Task inputs:

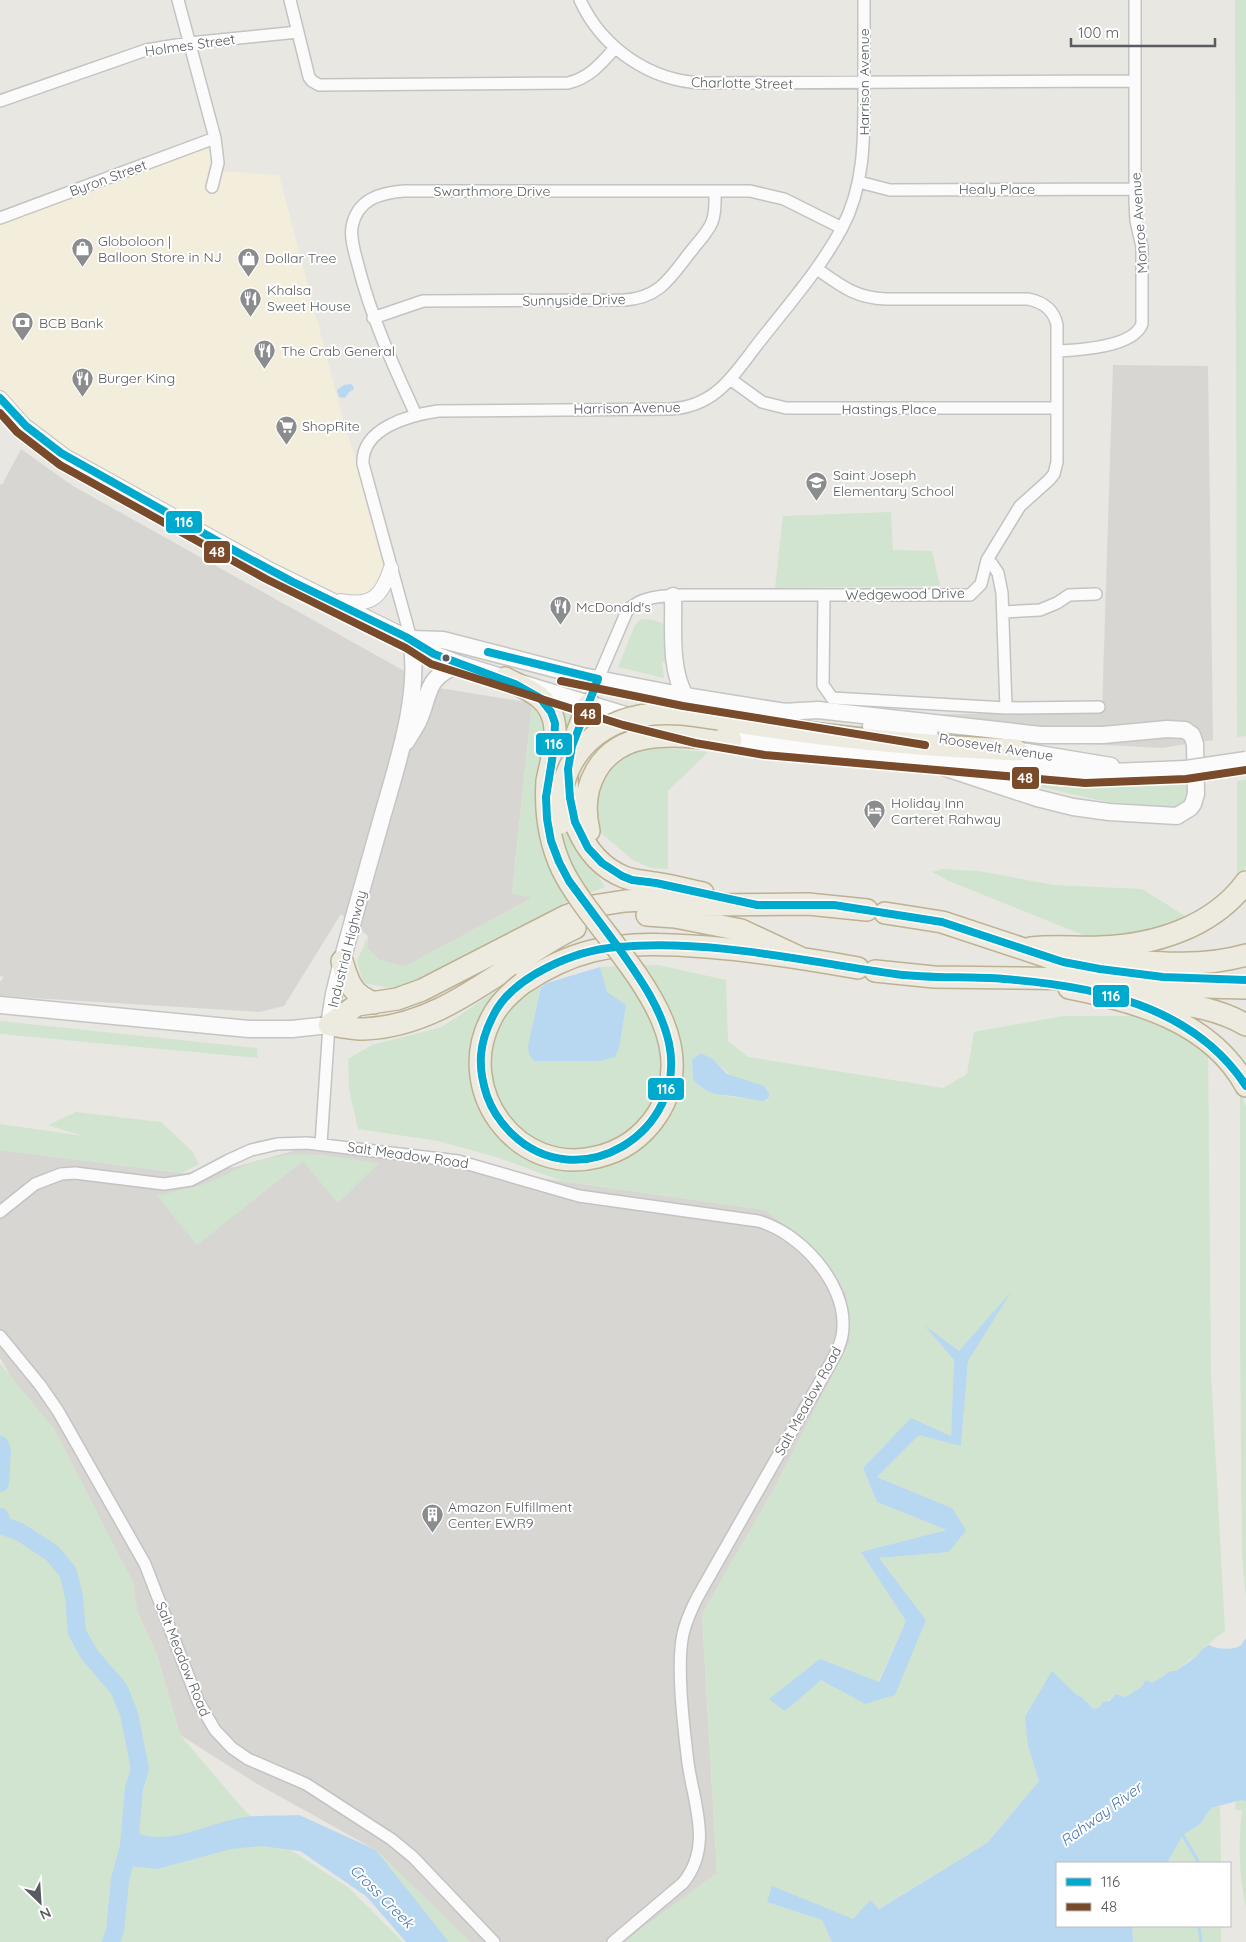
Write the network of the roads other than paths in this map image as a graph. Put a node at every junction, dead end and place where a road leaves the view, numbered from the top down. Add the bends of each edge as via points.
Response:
1 (178, 0) edge
2 (290, 0) edge
3 (580, 0) edge
4 (864, 0) edge
5 (1135, 0) edge
6 (298, 32) junction
7 (189, 43) junction
8 (615, 48) junction
9 (1135, 82) junction
10 (864, 83) junction
11 (0, 101) edge
12 (215, 138) junction
13 (859, 182) junction
14 (212, 187) dead end
15 (1135, 189) junction
16 (715, 191) junction
17 (0, 218) edge
18 (842, 228) junction
19 (817, 269) junction
20 (373, 318) junction
21 (1059, 351) junction
22 (730, 379) junction
23 (0, 398) edge
24 (1056, 408) junction
25 (416, 415) junction
26 (987, 560) junction
27 (391, 568) junction
28 (1096, 594) dead end
29 (824, 595) junction
30 (673, 596) junction
31 (323, 597) junction
32 (1003, 612) junction
33 (410, 639) junction
34 (460, 664) junction
35 (505, 678) junction
36 (598, 679) junction
37 (685, 696) junction
38 (589, 704) junction
39 (1099, 707) dead end
40 (1006, 708) junction
41 (783, 712) junction
42 (731, 740) junction
43 (400, 750) junction
44 (1016, 750) junction
45 (920, 760) junction
46 (1246, 760) edge
47 (1140, 770) junction
48 (1246, 882) edge
49 (656, 883) junction
50 (757, 905) junction
51 (1025, 949) junction
52 (1246, 955) edge
53 (801, 958) junction
54 (342, 961) junction
55 (641, 979) junction
56 (1006, 979) junction
57 (1246, 980) edge
58 (1161, 988) junction
59 (1246, 988) edge
60 (374, 1002) junction
61 (0, 1005) edge
62 (329, 1024) junction
63 (1246, 1025) edge
64 (1246, 1086) edge
65 (321, 1144) junction
66 (0, 1212) edge
67 (0, 1336) edge
68 (494, 1942) edge
69 (613, 1942) edge

1 - 7 street
2 - 6 street
3 - 8 street, Charlotte Street via 593,24
4 - 10 street, Harrison Avenue
5 - 9 street, Monroe Avenue
6 - 7 street, Holmes Street
6 - 8 street via 308,74 312,81 321,85 568,83 591,73
7 - 11 street, Holmes Street via 138,52
7 - 12 street
8 - 10 street, Charlotte Street via 647,70 682,82
9 - 10 street, Charlotte Street
9 - 15 street, Monroe Avenue
10 - 13 street, Harrison Avenue
12 - 14 street via 218,163
12 - 17 street, Byron Street
13 - 15 street, Healy Place via 899,190
13 - 18 street, Harrison Avenue
15 - 21 street, Monroe Avenue via 1142,256 1143,312 1140,328 1133,336 1107,344
16 - 18 street, Swarthmore Drive via 773,195
16 - 20 street, Sunnyside Drive via 714,214 707,231 667,282 643,297 624,300 424,301
16 - 20 street, Swarthmore Drive via 404,191 379,194 361,208 351,234
18 - 19 street, Harrison Avenue
19 - 21 street, Wedgewood Drive via 848,291 875,299 1028,298 1039,301 1056,320
19 - 22 street, Harrison Avenue
20 - 25 street, Swarthmore Drive
21 - 24 street, Wedgewood Drive
22 - 24 street, Hastings Place via 762,402 786,408
22 - 25 street, Harrison Avenue via 708,399 681,408 438,410
23 - 31 street, Roosevelt Avenue via 24,425 65,456
24 - 26 street, Wedgewood Drive via 1058,462 1054,474 1020,506
25 - 27 street, Harrison Avenue via 372,437 363,455
26 - 29 street, Wedgewood Drive via 981,584 970,594
26 - 32 street via 998,573
27 - 31 street via 385,586 376,597 366,602 355,604
27 - 33 street, Harrison Avenue
28 - 32 street via 1069,595 1040,610
29 - 30 street, Wedgewood Drive
29 - 40 street via 823,685 832,698
30 - 36 street, Wedgewood Drive via 644,600 628,610
30 - 37 main road via 676,672
31 - 33 street, Roosevelt Avenue
32 - 40 street
33 - 34 main road, Roosevelt Avenue via 436,655
33 - 36 main road, Roosevelt Avenue via 443,640
33 - 43 main road, Industrial Highway via 414,657 413,682
34 - 35 main road, Roosevelt Avenue
34 - 43 main road via 444,672 432,684 418,722
35 - 38 main road, Roosevelt Avenue
35 - 55 highway, bridge via 539,697 553,716 555,739 547,781 546,810 553,846 562,869
36 - 37 main road, Roosevelt Avenue
36 - 38 main road
37 - 41 main road, Roosevelt Avenue
38 - 42 main road, Roosevelt Avenue
38 - 49 highway via 572,746 568,770 571,804 578,831 588,848 611,870 632,880
39 - 40 street
41 - 44 main road, Roosevelt Avenue
41 - 45 main road via 818,710 1041,735 1103,735 1180,729 1189,732 1194,740 1196,794 1190,808 1177,816 1109,812 1037,798
42 - 45 main road, Roosevelt Avenue
42 - 49 highway via 667,736 643,738 613,751 594,775 587,793 586,812 593,840 613,863
43 - 54 main road, Industrial Highway
44 - 47 main road, Roosevelt Avenue
44 - 55 highway, bridge via 860,740 692,715 641,716 600,732 572,762 564,781 561,824 568,850 580,875
45 - 47 main road, Roosevelt Avenue via 1086,774
46 - 47 main road, Roosevelt Avenue, bridge via 1186,769
48 - 51 highway via 1211,915 1158,940 1098,948 1052,945
49 - 50 highway
50 - 51 highway via 808,904 942,922
50 - 60 highway via 697,905 642,900 593,906 566,916 436,984 408,995
51 - 58 highway
52 - 58 highway via 1210,963
53 - 55 highway, bridge via 672,945 625,946 576,956 523,983 497,1008 484,1036 480,1067 486,1097 500,1123 524,1145 555,1158 580,1160 614,1152 634,1141 657,1114 667,1094 671,1073 669,1042 658,1010
53 - 56 highway via 934,977
53 - 62 highway via 729,927 660,915 612,917 584,924 556,938 463,998 432,1013 405,1022 363,1029
54 - 60 highway via 354,991
54 - 62 main road, Industrial Highway
56 - 58 highway via 1098,979
56 - 58 highway via 1097,994
57 - 58 highway
58 - 59 highway
58 - 63 highway
58 - 64 highway via 1188,1028 1218,1050
60 - 62 highway via 357,1005
61 - 62 main road, Industrial Highway via 249,1030 285,1030
62 - 65 street
65 - 66 street, Salt Meadow Road via 285,1143 251,1150 191,1180 174,1184 75,1173 54,1175 28,1188
65 - 69 street, Salt Meadow Road via 458,1161 579,1196 766,1223 782,1230 801,1245 827,1276 838,1296 843,1333 834,1357 688,1616 683,1632 681,1667 685,1732 700,1834 696,1863 683,1884
67 - 68 street, Salt Meadow Road via 55,1407 144,1564 198,1700 220,1737 248,1759 306,1784 391,1839

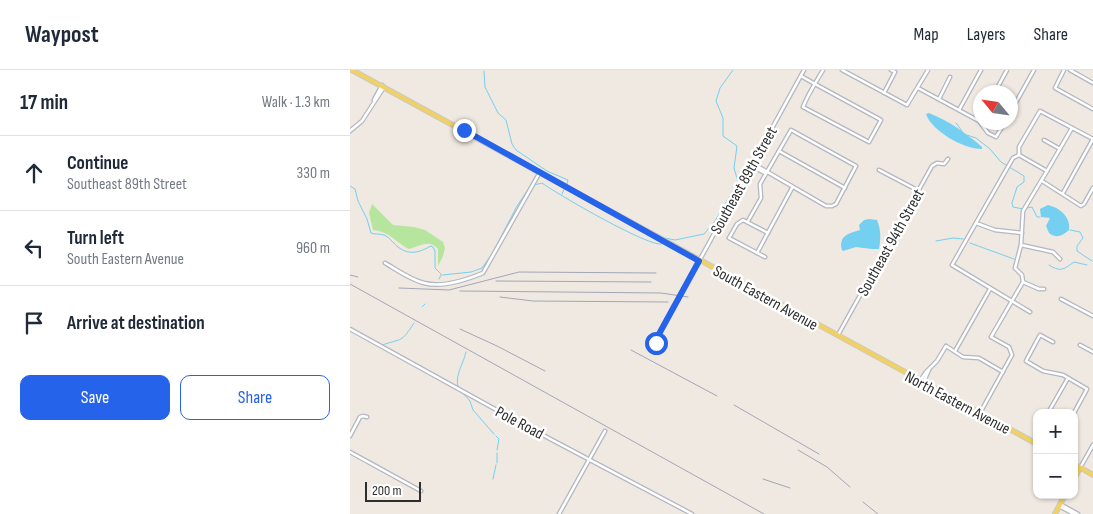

What the task requires:
The response must repeat all the lines above exactly and include no pictures.

Task answer:
Write the network of the roads other than paths in this map image as a graph. Put a node at every junction, dead end and place where a road leaves the view, numbered from the top down. Add the bends of each edge as via points.
Response:
1 (178, 0) edge
2 (290, 0) edge
3 (580, 0) edge
4 (864, 0) edge
5 (1135, 0) edge
6 (298, 32) junction
7 (189, 43) junction
8 (615, 48) junction
9 (1135, 82) junction
10 (864, 83) junction
11 (0, 101) edge
12 (215, 138) junction
13 (859, 182) junction
14 (212, 187) dead end
15 (1135, 189) junction
16 (715, 191) junction
17 (0, 218) edge
18 (842, 228) junction
19 (817, 269) junction
20 (373, 318) junction
21 (1059, 351) junction
22 (730, 379) junction
23 (0, 398) edge
24 (1056, 408) junction
25 (416, 415) junction
26 (987, 560) junction
27 (391, 568) junction
28 (1096, 594) dead end
29 (824, 595) junction
30 (673, 596) junction
31 (323, 597) junction
32 (1003, 612) junction
33 (410, 639) junction
34 (460, 664) junction
35 (505, 678) junction
36 (598, 679) junction
37 (685, 696) junction
38 (589, 704) junction
39 (1099, 707) dead end
40 (1006, 708) junction
41 (783, 712) junction
42 (731, 740) junction
43 (400, 750) junction
44 (1016, 750) junction
45 (920, 760) junction
46 (1246, 760) edge
47 (1140, 770) junction
48 (1246, 882) edge
49 (656, 883) junction
50 (757, 905) junction
51 (1025, 949) junction
52 (1246, 955) edge
53 (801, 958) junction
54 (342, 961) junction
55 (641, 979) junction
56 (1006, 979) junction
57 (1246, 980) edge
58 (1161, 988) junction
59 (1246, 988) edge
60 (374, 1002) junction
61 (0, 1005) edge
62 (329, 1024) junction
63 (1246, 1025) edge
64 (1246, 1086) edge
65 (321, 1144) junction
66 (0, 1212) edge
67 (0, 1336) edge
68 (494, 1942) edge
69 (613, 1942) edge

1 - 7 street
2 - 6 street
3 - 8 street, Charlotte Street via 593,24
4 - 10 street, Harrison Avenue
5 - 9 street, Monroe Avenue
6 - 7 street, Holmes Street
6 - 8 street via 308,74 312,81 321,85 568,83 591,73
7 - 11 street, Holmes Street via 138,52
7 - 12 street
8 - 10 street, Charlotte Street via 647,70 682,82
9 - 10 street, Charlotte Street
9 - 15 street, Monroe Avenue
10 - 13 street, Harrison Avenue
12 - 14 street via 218,163
12 - 17 street, Byron Street
13 - 15 street, Healy Place via 899,190
13 - 18 street, Harrison Avenue
15 - 21 street, Monroe Avenue via 1142,256 1143,312 1140,328 1133,336 1107,344
16 - 18 street, Swarthmore Drive via 773,195
16 - 20 street, Sunnyside Drive via 714,214 707,231 667,282 643,297 624,300 424,301
16 - 20 street, Swarthmore Drive via 404,191 379,194 361,208 351,234
18 - 19 street, Harrison Avenue
19 - 21 street, Wedgewood Drive via 848,291 875,299 1028,298 1039,301 1056,320
19 - 22 street, Harrison Avenue
20 - 25 street, Swarthmore Drive
21 - 24 street, Wedgewood Drive
22 - 24 street, Hastings Place via 762,402 786,408
22 - 25 street, Harrison Avenue via 708,399 681,408 438,410
23 - 31 street, Roosevelt Avenue via 24,425 65,456
24 - 26 street, Wedgewood Drive via 1058,462 1054,474 1020,506
25 - 27 street, Harrison Avenue via 372,437 363,455
26 - 29 street, Wedgewood Drive via 981,584 970,594
26 - 32 street via 998,573
27 - 31 street via 385,586 376,597 366,602 355,604
27 - 33 street, Harrison Avenue
28 - 32 street via 1069,595 1040,610
29 - 30 street, Wedgewood Drive
29 - 40 street via 823,685 832,698
30 - 36 street, Wedgewood Drive via 644,600 628,610
30 - 37 main road via 676,672
31 - 33 street, Roosevelt Avenue
32 - 40 street
33 - 34 main road, Roosevelt Avenue via 436,655
33 - 36 main road, Roosevelt Avenue via 443,640
33 - 43 main road, Industrial Highway via 414,657 413,682
34 - 35 main road, Roosevelt Avenue
34 - 43 main road via 444,672 432,684 418,722
35 - 38 main road, Roosevelt Avenue
35 - 55 highway, bridge via 539,697 553,716 555,739 547,781 546,810 553,846 562,869
36 - 37 main road, Roosevelt Avenue
36 - 38 main road
37 - 41 main road, Roosevelt Avenue
38 - 42 main road, Roosevelt Avenue
38 - 49 highway via 572,746 568,770 571,804 578,831 588,848 611,870 632,880
39 - 40 street
41 - 44 main road, Roosevelt Avenue
41 - 45 main road via 818,710 1041,735 1103,735 1180,729 1189,732 1194,740 1196,794 1190,808 1177,816 1109,812 1037,798
42 - 45 main road, Roosevelt Avenue
42 - 49 highway via 667,736 643,738 613,751 594,775 587,793 586,812 593,840 613,863
43 - 54 main road, Industrial Highway
44 - 47 main road, Roosevelt Avenue
44 - 55 highway, bridge via 860,740 692,715 641,716 600,732 572,762 564,781 561,824 568,850 580,875
45 - 47 main road, Roosevelt Avenue via 1086,774
46 - 47 main road, Roosevelt Avenue, bridge via 1186,769
48 - 51 highway via 1211,915 1158,940 1098,948 1052,945
49 - 50 highway
50 - 51 highway via 808,904 942,922
50 - 60 highway via 697,905 642,900 593,906 566,916 436,984 408,995
51 - 58 highway
52 - 58 highway via 1210,963
53 - 55 highway, bridge via 672,945 625,946 576,956 523,983 497,1008 484,1036 480,1067 486,1097 500,1123 524,1145 555,1158 580,1160 614,1152 634,1141 657,1114 667,1094 671,1073 669,1042 658,1010
53 - 56 highway via 934,977
53 - 62 highway via 729,927 660,915 612,917 584,924 556,938 463,998 432,1013 405,1022 363,1029
54 - 60 highway via 354,991
54 - 62 main road, Industrial Highway
56 - 58 highway via 1098,979
56 - 58 highway via 1097,994
57 - 58 highway
58 - 59 highway
58 - 63 highway
58 - 64 highway via 1188,1028 1218,1050
60 - 62 highway via 357,1005
61 - 62 main road, Industrial Highway via 249,1030 285,1030
62 - 65 street
65 - 66 street, Salt Meadow Road via 285,1143 251,1150 191,1180 174,1184 75,1173 54,1175 28,1188
65 - 69 street, Salt Meadow Road via 458,1161 579,1196 766,1223 782,1230 801,1245 827,1276 838,1296 843,1333 834,1357 688,1616 683,1632 681,1667 685,1732 700,1834 696,1863 683,1884
67 - 68 street, Salt Meadow Road via 55,1407 144,1564 198,1700 220,1737 248,1759 306,1784 391,1839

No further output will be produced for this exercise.